URI.openメソッドの文法(文字列として取り込む方法)
文字列変数 = URI.open(外部のWebサイトのURL)
URI.openメソッドを使った例(文字列として取り込む方法)
require 'open-uri' url = 'http://example.com/' file = URI.open(url) puts file.read
この例ではURI.openでurlから取得したHTMLを、文字列のオブジェクトfileに取り込み、readメソッドでその内容を表示します。
メタ情報にアクセスする
今回紹介しているURI.openメソッドを利用すると、指定したURLから取得したHTMLの他に、その属性やメタ情報なども取り出せます。なお属性に含まれる情報は、文字コードやヘッダに含まれる文字列です。
次からURI.openメソッドを利用してメタ情報を参照する方法を紹介します。
文字コードを取得する
Webページの表示に使われるHTMLは、パソコンのテキストエディタでも作成できます。もしWindows標準のメモ帳でHTMLを作成した場合、文字コードにUTF-8が使われているのをご存じでしょうか。他にもSJISやEUCなどの文字コードも使用可能です。
Rubyでは、プログラム内で使用する文字コードが設定されており、その文字コードと一致しないHTMLを読み込んでしまうと、文字化けにより誤動作することがあります。そのためHTMLを処理する前に文字コードをチェックし、必要なら文字コードを変換します。
URI.openメソッドでWebサイトを読み込んだ場合、そのメタ情報として文字コードの参照が可能です。次の例のように「charset」を指定して参照してください。
文字コードの参照方法
require 'open-uri' url = 'https://example.com' URI.open(url) { |f| p f.charset # 文字コードが表示される }
content_typeを取得する
WebブラウザからWebサーバーにアクセスした場合、HTMLの送信される訳ではありません。通信データに埋め込まれるデータもあります。その1つがcontent_typeです。content_typeによって受け取ったデータがHTMLか画像かを判定します。
URI.openメソッドでHTMLを取得した際、メタ情報としてcontent_typeを参照可能です。
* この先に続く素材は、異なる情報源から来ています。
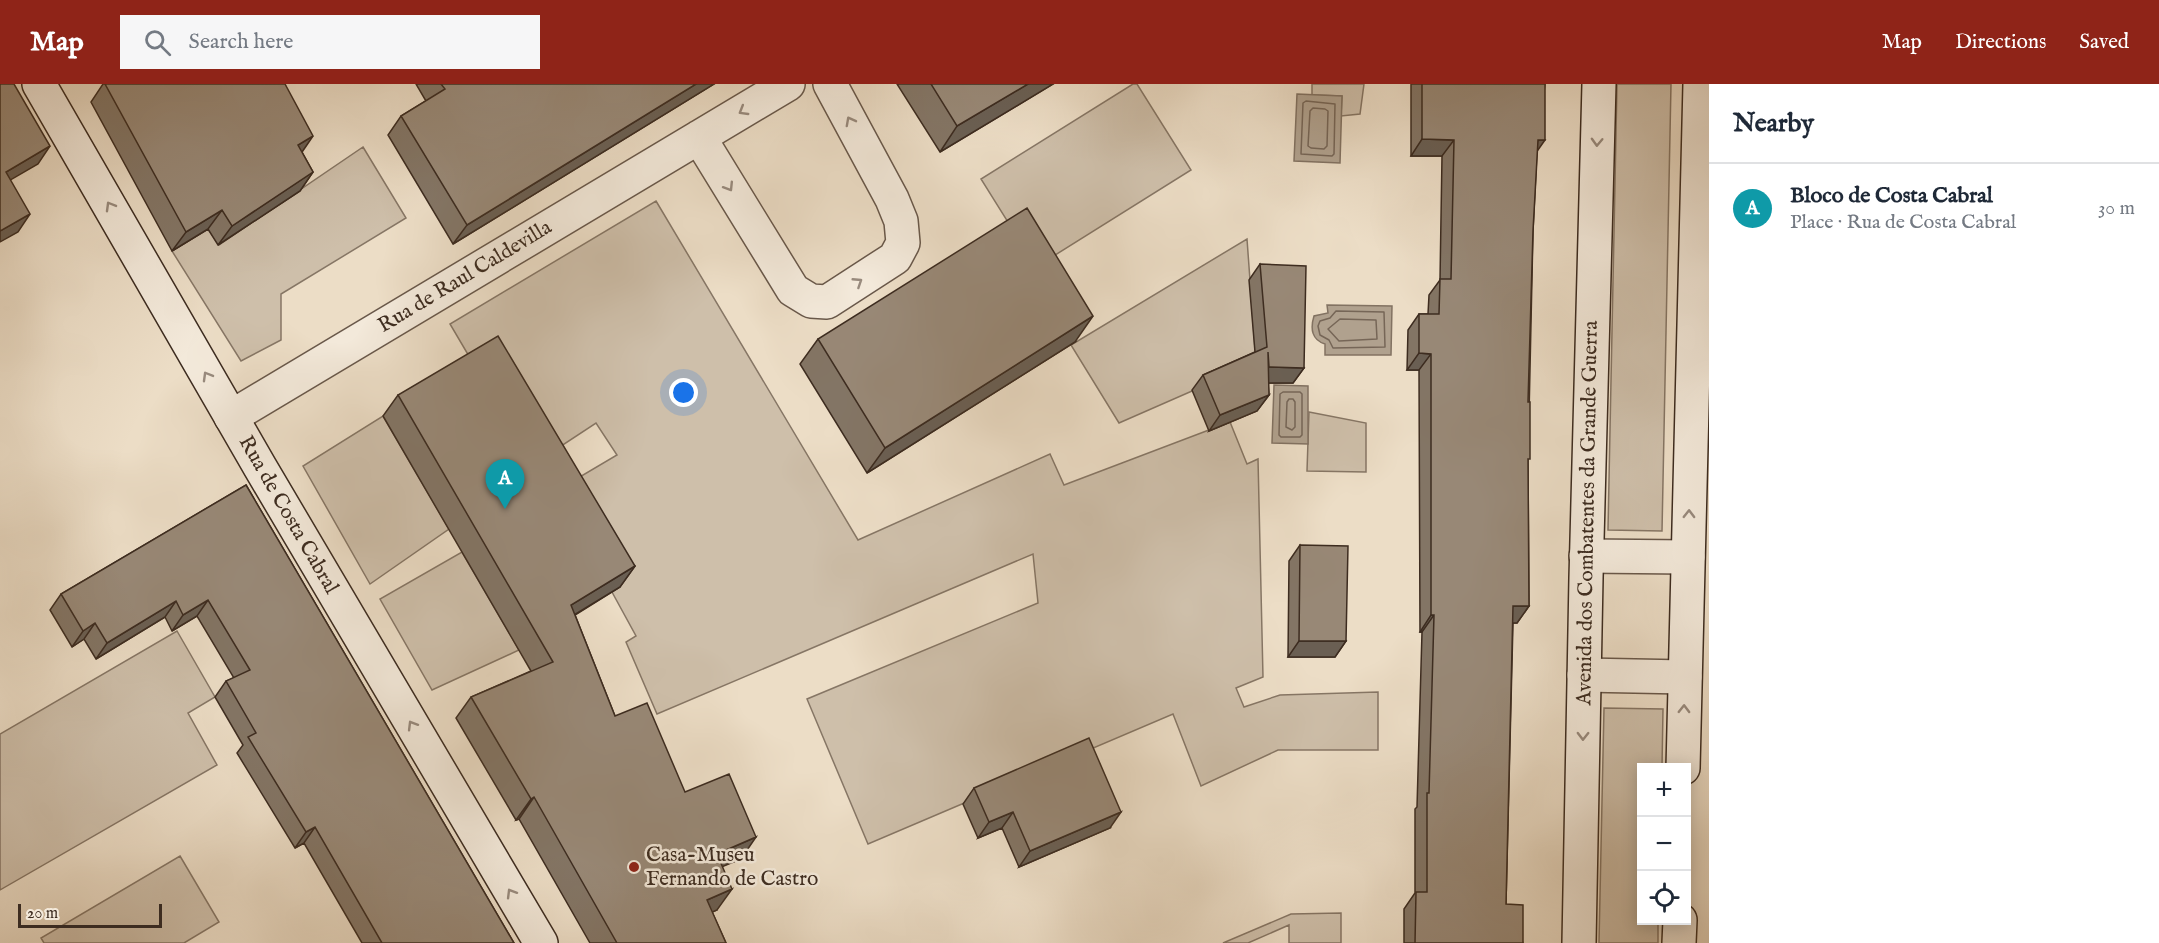 <!DOCTYPE html>
<meta charset="utf-8">
<style>
:root{--surface:#fff;--page:#f6f6f7;--text:#1f2937;--muted:#747a83;--line:#e0e1e3;--accent:#8f2418}
body{margin:0;font-family:"IM FELL English",serif;background:var(--page);color:var(--text)}
.controls{position:absolute;right:18px;bottom:18px;display:grid;overflow:hidden;border-radius:0px;box-shadow:0 3px 15px #0003}
.controls button{width:54px;height:54px;display:grid;place-items:center;padding:0;border:0;border-bottom:2px solid var(--line);background:var(--surface);color:var(--text);font:30px sans-serif}
.scale{position:absolute;left:18px;bottom:15px;width:144px;box-sizing:border-box;padding-left:6px;border:3px solid #3d2c20;border-top:0;font-size:16px;line-height:21px;white-space:nowrap;color:#3d2c20;-webkit-text-stroke:4px #f3e9da;paint-order:stroke}
.you{position:absolute;left:684px;top:309px;width:21px;height:21px;margin:-15px;border:4px solid #fff;border-radius:50%;background:#1a73e8;box-shadow:0 0 0 9px #1a73e833}
.badge{display:grid;place-items:center;width:39px;height:39px;border-radius:50%;background:var(--accent);color:#fff;font-size:20px;font-weight:700}
.pin{position:absolute;translate:-50% -50px;filter:drop-shadow(0 2px 3px #0008)}
.pin::after{content:'';position:absolute;top:32px;width:21px;height:18px;background:inherit;clip-path:polygon(0 0,100% 0,50% 100%)}
.list{margin:0;padding:0;list-style:none}
h2{display:flex;justify-content:space-between;align-items:center;height:78px;margin:0;padding:0 24px;font-size:26px}
h2 small{font-size:20px;font-weight:400;color:var(--muted)}
.list li{display:grid;grid-template-columns:39px 1fr auto;gap:18px;align-items:center;box-sizing:border-box;height:90px;padding:0 24px;border-top:2px solid var(--line)}
.list b{display:block;font-size:22px;white-space:nowrap}
.list p{margin:0;font-size:20px;white-space:nowrap;color:var(--muted)}
.list em{font-size:20px;font-style:normal;color:var(--muted)}
.icon{flex:none;width:33px;height:33px;fill:none;stroke:currentColor;stroke-width:2;stroke-linecap:round;stroke-linejoin:round}
.map{position:relative;flex:none;width:1709px;height:859px;overflow:hidden}
header{display:flex;align-items:center;gap:36px;box-sizing:border-box;height:84px;padding:0 30px;background:var(--accent);color:#fff}
header strong{font-size:28px}
nav{display:flex;gap:33px;margin-inline-start:auto;font-size:21px}
.search{width:420px;height:54px;background:var(--page);display:flex;align-items:center;gap:15px;box-sizing:border-box;padding:0 21px;border-radius:0px;color:var(--muted);font-size:22px}
main{display:flex}
aside{flex:1;background:var(--surface)}
.map>svg:first-child{display:block}
</style>
<header>
<strong>Map</strong>
<div class="search"><svg class="icon" aria-label="search" viewBox="0 0 24 24"><circle cx="10" cy="10" r="6"/><path d="M15 15l6 6"/></svg>Search here</div>
<nav><a>Map</a><a>Directions</a><a>Saved</a></nav>
</header>
<main>
<div class="map">
<svg width="1709" height="859" viewBox="0 0 1709 859">
<rect width="100%" height="100%" fill="#ecddc6"/>
<filter id="stains"><feTurbulence type="fractalNoise" baseFrequency=".00333" numOctaves="4"/><feColorMatrix values="0 0 0 0 .2 0 0 0 0 .09 0 0 0 0 .02 0 0 0 .5 -.17"/></filter>
<radialGradient id="worn" r=".72"><stop offset=".6" stop-color="#630" stop-opacity="0"/><stop offset="1" stop-color="#630" stop-opacity=".3"/></radialGradient>
<!-- green -->
<path fill="#cebfaa" stroke="#867665" stroke-width="1.5" d="M 1133,0 L 1137,0 L 1191,86 L 1036,183 L 981,95 Z
M 1312,0 L 1364,0 L 1360,30 L 1341,32 L 1342,12 L 1312,11 Z
M 1617,0 L 1671,0 L 1662,447 L 1608,446 Z
M 363,63 L 406,134 L 281,210 L 281,256 L 241,277 L 172,167 L 208,145 L 219,161 Z
M 656,117 L 858,456 L 1050,370 L 1064,401 L 1230,338 L 1247,380 L 1258,375 L 1263,593 L 1236,604 L 1244,623 L 1280,611 L 1378,608 L 1378,666 L 1278,666 L 1201,702 L 1173,630 L 868,760 L 807,615 L 1038,519 L 1033,470 L 657,630 L 626,558 L 636,552 L 612,508 L 620,503 L 561,404 L 617,371 L 596,339 L 543,374 L 473,279 L 450,240 Z
M 1247,155 L 1256,279 L 1119,339 L 1071,261 Z
M 1309,328 L 1366,339 L 1366,388 L 1307,387 Z
M 383,332 L 449,445 L 370,500 L 303,382 Z
M 462,468 L 519,566 L 432,606 L 380,515 Z
M 177,547 L 215,613 L 188,629 L 217,681 L 0,806 L 0,650 Z
M 1604,624 L 1663,625 L 1662,683 L 1642,684 L 1642,836 L 1658,837 L 1658,859 L 1599,859 Z
M 180,772 L 219,838 L 184,859 L 44,859 L 41,854 Z
M 1341,829 L 1341,859 L 1289,859 L 1289,841 L 1248,859 L 1223,859 L 1291,830 Z"/>
<!-- water -->
<path fill="#b0a18e" stroke="#827262" stroke-width="1.5" d="M 1297,10 L 1342,12 L 1340,79 L 1294,77 Z
M 1327,221 L 1392,222 L 1391,271 L 1325,271 L 1325,260 C 1312,256 1310,245 1314,232 L 1328,229 Z
M 1274,301 L 1308,302 L 1308,360 L 1272,359 Z"/>
<g fill="none" stroke-linecap="round" stroke-linejoin="round">
<!-- shore -->
<path stroke="#766657" stroke-width="1.5" d="M 1306,17 L 1335,20 L 1334,70 L 1332,72 L 1301,70 L 1303,19 Z
M 1313,24 L 1325,25 L 1328,27 L 1327,62 L 1324,65 L 1311,64 L 1308,62 L 1310,27 Z
M 1336,227 L 1384,228 L 1385,263 L 1333,264 L 1329,256 L 1320,251 L 1318,242 L 1320,237 L 1330,234 Z
M 1340,235 L 1376,236 L 1377,255 L 1339,257 L 1328,245 Z
M 1283,308 L 1300,308 L 1302,310 L 1302,351 L 1300,353 L 1281,353 L 1279,351 L 1280,310 Z
M 1289,315 L 1293,315 L 1295,318 L 1295,343 L 1292,346 L 1286,343 L 1287,318 Z"/>
<!-- minor casing -->
<g stroke="#69584a" stroke-width="36">
<path id="minor" d="M 699,53 L 793,206 L 811,217 L 827,218 L 895,174 L 903,159 L 901,137 L 892,115 L 830,0
M 231,333 L 788,0"/>
</g>
<!-- tertiary casing -->
<g stroke="#69584a" stroke-width="36">
<path id="tertiary" d="M 1586,472 L 1688,473
M 1584,591 L 1685,593"/>
</g>
<!-- secondary casing -->
<g stroke="#3d2c20" stroke-width="36">
<path id="secondary" d="M 39,0 L 260,383 L 541,859
M 1683,684 L 1700,0
M 1579,859 L 1586,494 L 1599,0
M 1679,859 L 1680,836"/>
</g>
<!-- minor -->
<use href="#minor" stroke="#f3e9da" stroke-width="33"/>
<!-- tertiary -->
<use href="#tertiary" stroke="#f3e9da" stroke-width="33"/>
<!-- secondary -->
<use href="#secondary" stroke="#f3e9da" stroke-width="33"/>
</g>
<!-- wall -->
<path fill="#837565" stroke="#3d2c20" stroke-width="1.5" d="M 103,0 L 285,0 L 302,68 L 313,88 L 300,107 L 218,161 L 208,145 L 172,167 L 91,18 Z
M 416,0 L 714,0 L 453,160 L 388,51 L 401,32 L 426,17 Z
M 897,0 L 1053,0 L 940,68 Z
M 1411,0 L 1545,0 L 1537,68 L 1533,147 L 1528,378 L 1529,522 L 1517,539 L 1513,539 L 1506,820 L 1523,859 L 1404,859 L 1404,825 L 1415,809 L 1415,725 L 1417,723 L 1422,548 L 1420,548 L 1419,286 L 1407,286 L 1408,246 L 1419,230 L 1428,230 L 1429,211 L 1440,196 L 1442,72 L 1411,72 Z
M 1260,180 L 1304,284 L 1293,299 L 1268,299 L 1269,311 L 1257,327 L 1209,347 L 1192,306 L 1203,291 L 1255,268 L 1249,196 Z
M 818,255 L 1075,258 L 867,389 L 800,280 Z
M 398,311 L 635,482 L 620,503 L 575,531 L 615,632 L 685,708 L 741,775 L 722,782 L 717,826 L 712,828 L 726,859 L 590,859 L 519,735 L 516,736 L 456,634 L 471,613 L 531,587 L 383,332 Z
M 246,401 L 514,859 L 362,859 L 304,759 L 295,764 L 237,669 L 243,661 L 215,613 L 226,597 L 234,594 L 197,532 L 172,547 L 165,533 L 96,575 L 84,555 L 72,563 L 50,526 L 61,510 Z
M 1300,461 L 1346,557 L 1335,573 L 1288,573 L 1289,477 Z
M 974,704 L 1110,744 L 1019,783 L 1002,744 L 978,754 L 963,720 Z"/>
<!-- shaded-wall -->
<path fill="#6a5f53" stroke="#3d2c20" stroke-width="1.5" d="M 696,0 L 714,0 L 453,160 L 467,141 Z
M 1028,0 L 1053,0 L 940,68 L 957,42 Z
M 313,52 L 300,71 L 298,61 Z
M 1422,55 L 1454,56 L 1442,72 L 1411,72 Z
M 1538,56 L 1545,56 L 1533,73 Z
M 50,62 L 38,80 L 0,102 L 6,88 Z
M 313,88 L 300,107 L 218,161 L 232,142 Z
M 222,126 L 208,145 L 172,167 L 186,148 Z
M 30,130 L 18,148 L 0,158 L 0,147 Z
M 1093,232 L 1075,258 L 867,389 L 885,364 Z
M 1419,269 L 1431,270 L 1419,286 L 1407,286 Z
M 1269,283 L 1304,284 L 1293,299 L 1258,299 Z
M 1269,311 L 1257,327 L 1209,347 L 1220,331 Z
M 635,482 L 620,503 L 556,542 L 571,521 Z
M 208,516 L 197,532 L 172,547 L 183,531 Z
M 176,517 L 165,533 L 96,575 L 107,559 Z
M 1513,522 L 1529,522 L 1517,539 L 1502,539 Z
M 1431,531 L 1434,531 L 1422,548 L 1420,548 Z
M 95,539 L 84,555 L 72,563 L 83,547 Z
M 1299,557 L 1346,557 L 1335,573 L 1288,573 Z
M 534,713 L 519,735 L 516,736 L 531,715 Z
M 1013,728 L 1002,744 L 978,754 L 989,738 Z
M 1121,728 L 1110,744 L 1019,783 L 1030,767 Z
M 315,743 L 304,759 L 295,764 L 306,748 Z
M 756,753 L 741,775 L 702,791 L 717,770 Z
M 732,805 L 717,826 L 692,837 L 707,816 Z"/>
<!-- building -->
<path fill="#988876" stroke="#3d2c20" stroke-width="1.5" d="M 0,0 L 14,0 L 50,62 L 6,88 L 30,130 L 0,147 Z
M 105,0 L 285,0 L 313,52 L 298,61 L 313,88 L 232,142 L 222,126 L 186,148 Z
M 441,0 L 696,0 L 467,141 L 401,32 L 445,5 Z
M 931,0 L 1028,0 L 957,42 Z
M 1422,0 L 1545,0 L 1545,56 L 1538,56 L 1533,147 L 1528,318 L 1530,318 L 1530,375 L 1528,375 L 1529,522 L 1513,522 L 1506,820 L 1523,821 L 1523,859 L 1415,859 L 1416,808 L 1427,808 L 1427,709 L 1429,709 L 1434,531 L 1431,531 L 1431,270 L 1419,269 L 1419,230 L 1439,230 L 1440,195 L 1451,195 L 1454,56 L 1422,55 Z
M 1027,124 L 1093,232 L 885,364 L 818,255 Z
M 1260,180 L 1306,182 L 1304,284 L 1269,283 L 1268,268 L 1269,311 L 1220,331 L 1203,291 L 1267,263 Z
M 498,252 L 635,482 L 571,521 L 615,632 L 647,619 L 685,708 L 729,690 L 756,753 L 717,770 L 732,805 L 707,816 L 726,859 L 617,859 L 534,713 L 531,715 L 471,613 L 553,578 L 398,311 Z
M 246,401 L 514,859 L 382,859 L 315,743 L 306,748 L 248,653 L 256,649 L 226,597 L 250,586 L 208,516 L 183,531 L 176,517 L 107,559 L 95,539 L 83,547 L 61,510 Z
M 1300,461 L 1348,462 L 1346,557 L 1299,557 Z
M 1089,654 L 1121,728 L 1030,767 L 1013,728 L 989,738 L 974,704 Z"/>
<!-- one-way arrows -->
<defs><path id="oneway-chevron" d="M-2-3.5L2.5 0L-2 3.5" fill="none" stroke-width="1.6" stroke-linecap="round" stroke-linejoin="round" transform="scale(1.5)"/></defs>
<g stroke="#988a7d">
<use href="#oneway-chevron" transform="translate(743 27) rotate(149)"/>
<use href="#oneway-chevron" transform="translate(850 37) rotate(-118)"/>
<use href="#oneway-chevron" transform="translate(1597 58) rotate(92)"/>
<use href="#oneway-chevron" transform="translate(729 103) rotate(58)"/>
<use href="#oneway-chevron" transform="translate(110 122) rotate(-120)"/>
<use href="#oneway-chevron" transform="translate(858 198) rotate(-33)"/>
<use href="#oneway-chevron" transform="translate(207 292) rotate(-120)"/>
<use href="#oneway-chevron" transform="translate(1689 430) rotate(-89)"/>
<use href="#oneway-chevron" transform="translate(1684 625) rotate(-89)"/>
<use href="#oneway-chevron" transform="translate(412 641) rotate(-121)"/>
<use href="#oneway-chevron" transform="translate(1583 652) rotate(91)"/>
<use href="#oneway-chevron" transform="translate(511 809) rotate(-121)"/>
</g>
<!-- markers -->
<circle fill="#8f2418" stroke="#f3e9da" stroke-width="2" cx="634" cy="783" r="6"/>
<g text-anchor="middle" dominant-baseline="central" stroke-width="5" stroke-linejoin="round" paint-order="stroke">
<!-- street labels -->
<g font-size="21" fill="#3d2c20" stroke="#f3e9da">
<text transform="translate(465 193) rotate(-31)">Rua de Raul Caldevilla</text>
<text transform="translate(1588 429) rotate(-89)">Avenida dos Combatentes da Grande Guerra</text>
<text transform="translate(288 431) rotate(60)">Rua de Costa Cabral</text>
</g>
<!-- poi labels -->
<g font-size="21" fill="#3d2c20" stroke="#f3e9da" text-anchor="start">
<text x="646" y="771">Casa-Museu<tspan x="646" dy="24">Fernando de Castro</tspan></text>
</g>
</g>
<rect width="100%" height="100%" filter="url(#stains)"/>
<rect width="100%" height="100%" fill="url(#worn)"/>
</svg>
<div class="controls">
<button>+</button>
<button>−</button>
<button><svg class="icon" aria-label="locate" viewBox="0 0 24 24"><circle cx="12" cy="12" r="6"/><path d="M12 2v4M12 18v4M2 12h4M18 12h4"/></svg></button>
</div>
<div class="scale">20 m</div>
<div class="you"></div>
<div class="pin badge" style="left:505px;top:425px;background:#0f9aa8">A</div>
</div>
<aside>
<h2>Nearby<small></small></h2>
<ul class="list">
<li><span class="badge" style="background:#0f9aa8">A</span><div><b>Bloco de Costa Cabral</b><p>Place · Rua de Costa Cabral</p></div><em>30 m</em></li>
</ul>
</aside>
</main>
次の例のように「content_type」を指定して参照してください。
content_typeの参照方法
require 'open-uri' url = 'https://example.com' URI.open(url) { |f| p f.content_type }
metaタグの情報
最近のよく参照されるWebサイトのHTMLには、Googleなどの検索エンジンに評価してもらうための情報をmetaタグの中に記述しています。URI.openメソッドを利用すれば、このmetaタグに記述された情報をハッシュとして取り出すことが可能です。
meta情報をハッシュとして取り出すには下の例のように「meta」メソッドを使います。
metaタグの情報を取り出す例
require 'open-uri' url = 'https://example.com' URI.open(url) { |f| p f.meta }
まとめ
これまで解説したようにopen-uriライブラリを利用することで、外部のWebサーバーからHTMLを読み込む処理を作ることが可能です。そしてこの機能はRubyを利用したスクライピングやWebサイトに対する接続テストなどに利用できます。
ただしスクライピングで他社のサイトの情報を勝手に利用すると著作権の問題や相手のサービスを妨害する行為とみなされるなど、いろいろな問題が発生します。そのようなリスクがあることを理解したうえでopen-uriライブラリを利用してください。